───── Provided entries

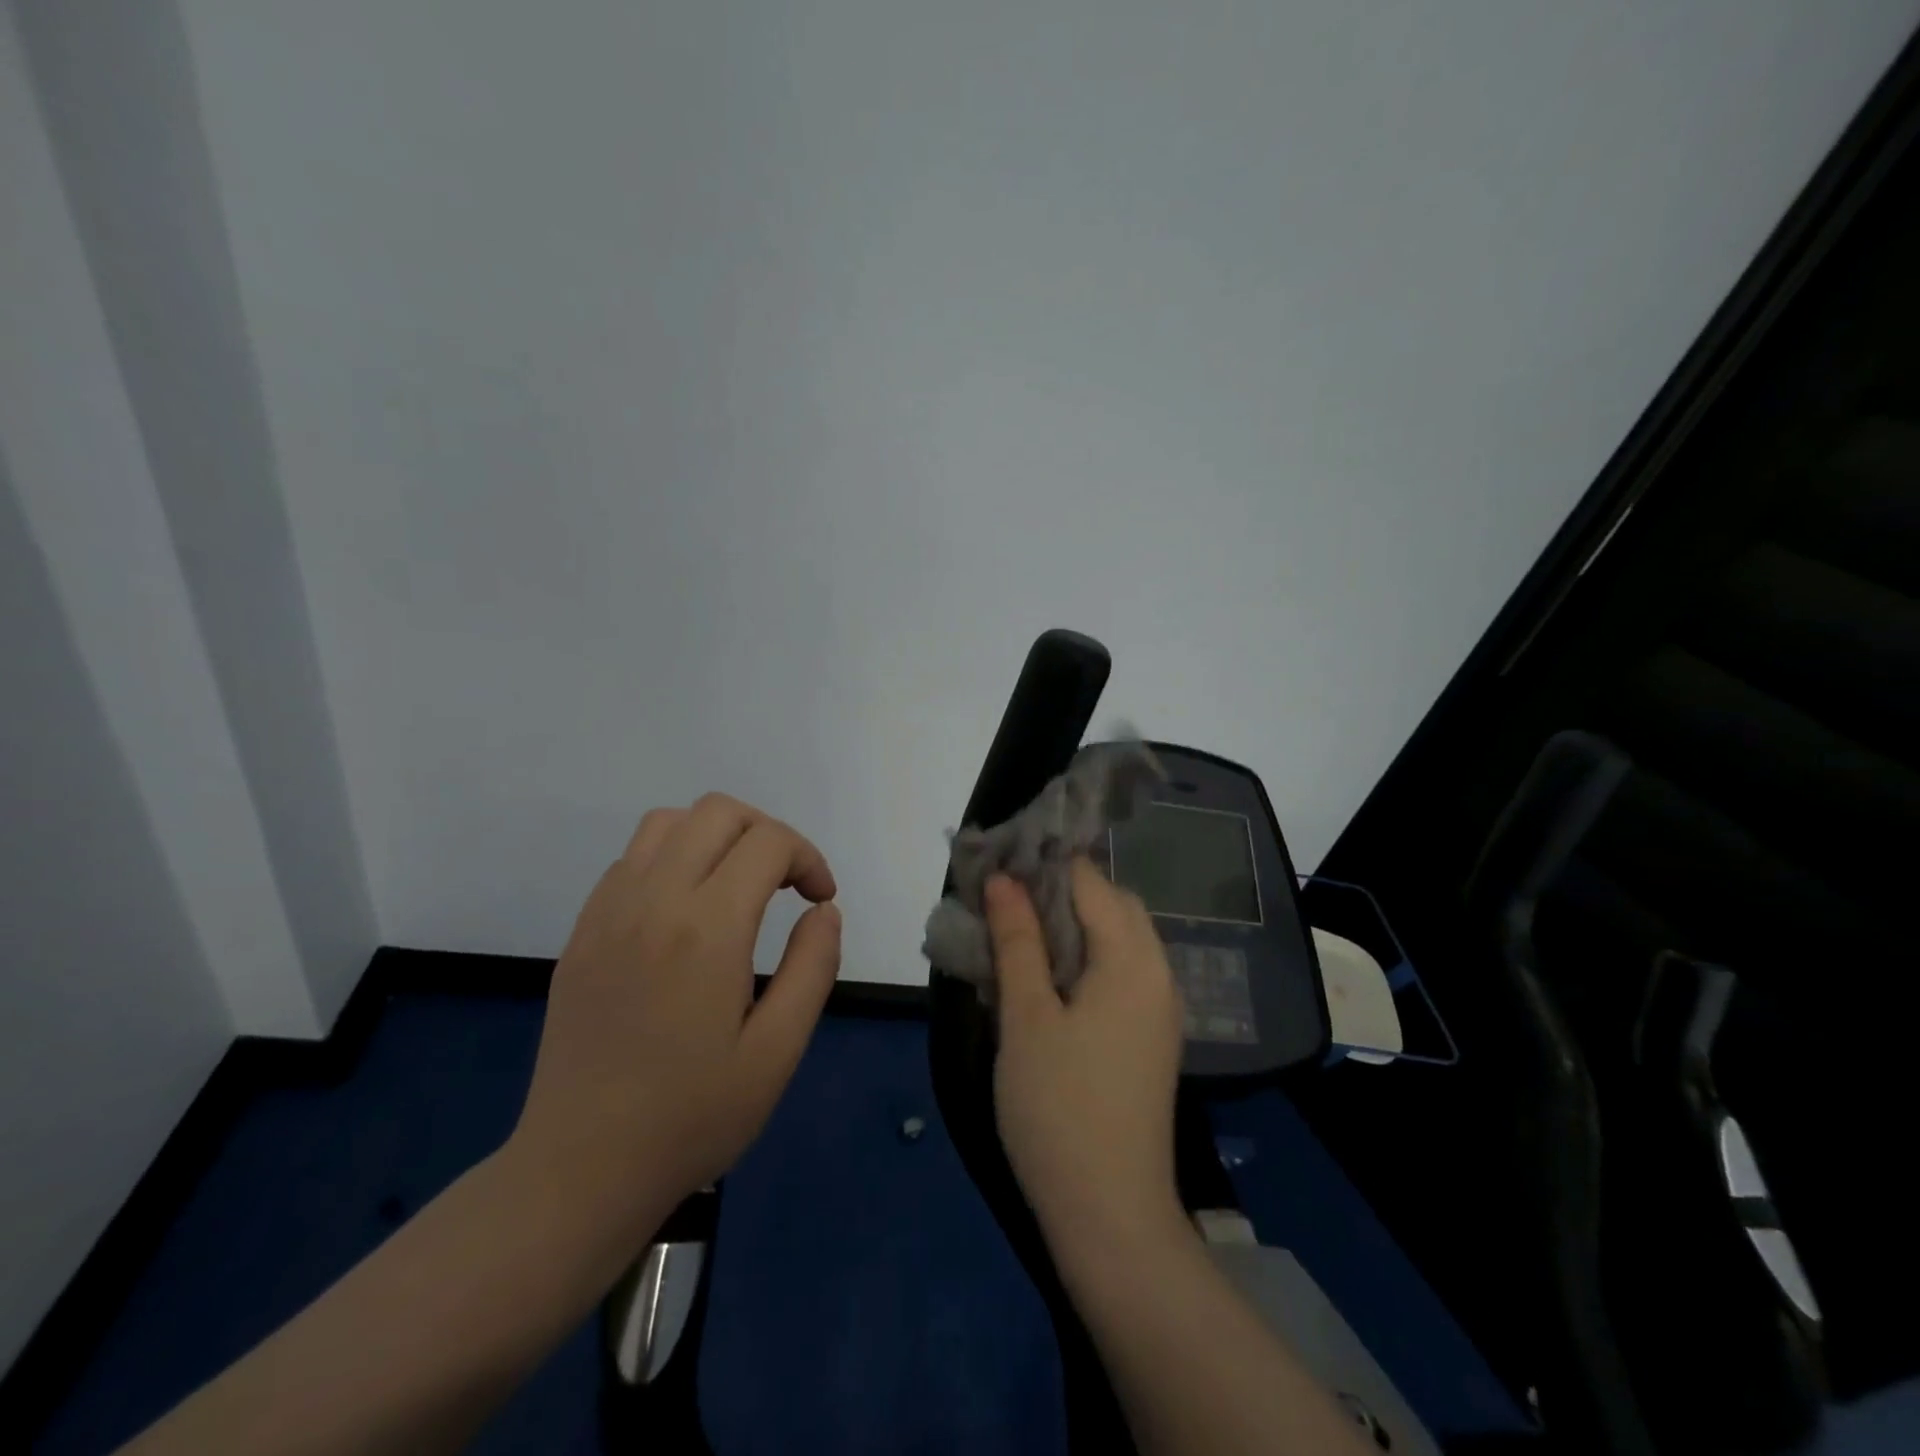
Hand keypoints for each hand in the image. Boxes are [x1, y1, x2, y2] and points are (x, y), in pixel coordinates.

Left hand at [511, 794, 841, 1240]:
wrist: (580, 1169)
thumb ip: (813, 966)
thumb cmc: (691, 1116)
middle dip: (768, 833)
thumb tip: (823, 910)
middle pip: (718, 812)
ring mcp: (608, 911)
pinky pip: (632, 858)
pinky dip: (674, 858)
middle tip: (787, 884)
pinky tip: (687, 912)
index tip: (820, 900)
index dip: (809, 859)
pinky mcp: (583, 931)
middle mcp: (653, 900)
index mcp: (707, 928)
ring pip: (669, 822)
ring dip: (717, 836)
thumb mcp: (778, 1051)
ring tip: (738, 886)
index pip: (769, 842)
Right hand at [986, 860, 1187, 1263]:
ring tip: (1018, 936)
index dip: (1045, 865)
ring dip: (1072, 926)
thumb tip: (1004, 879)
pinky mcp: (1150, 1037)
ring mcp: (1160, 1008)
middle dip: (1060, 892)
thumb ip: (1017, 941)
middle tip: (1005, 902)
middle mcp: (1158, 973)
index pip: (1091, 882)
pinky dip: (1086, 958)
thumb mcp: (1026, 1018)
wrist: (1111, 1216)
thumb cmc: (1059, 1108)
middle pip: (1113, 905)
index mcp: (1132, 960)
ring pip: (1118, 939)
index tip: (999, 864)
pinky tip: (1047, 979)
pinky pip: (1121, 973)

──────────
───── Provided entries

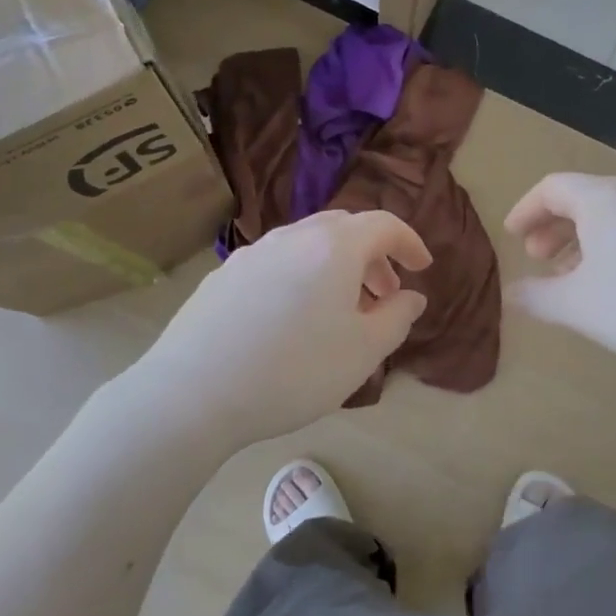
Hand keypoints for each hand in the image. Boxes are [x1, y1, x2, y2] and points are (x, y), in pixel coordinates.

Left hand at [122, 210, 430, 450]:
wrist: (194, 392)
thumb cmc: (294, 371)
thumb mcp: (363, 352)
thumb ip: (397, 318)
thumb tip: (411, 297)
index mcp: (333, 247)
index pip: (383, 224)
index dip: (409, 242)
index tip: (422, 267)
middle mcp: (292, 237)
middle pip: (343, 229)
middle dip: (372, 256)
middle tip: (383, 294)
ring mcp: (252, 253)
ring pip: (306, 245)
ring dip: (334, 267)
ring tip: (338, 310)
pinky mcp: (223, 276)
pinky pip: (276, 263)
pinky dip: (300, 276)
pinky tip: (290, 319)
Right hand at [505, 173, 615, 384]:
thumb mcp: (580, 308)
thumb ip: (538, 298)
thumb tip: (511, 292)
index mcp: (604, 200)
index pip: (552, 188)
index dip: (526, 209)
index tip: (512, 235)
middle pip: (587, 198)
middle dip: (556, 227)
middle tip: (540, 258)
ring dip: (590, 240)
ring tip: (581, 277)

──────────

When you reach the line containing "index pip: (552, 188)" in the data above, start copying exactly, and stop after the line containing "ring tip: (581, 277)".

# [Your response]
index pip: (552, 188)
index dip: (526, 209)
index tip: (512, 235)
middle pip: (587, 198)
middle dip: (556, 227)
middle tip: (540, 258)
ring dip: (590, 240)
ring tip: (581, 277)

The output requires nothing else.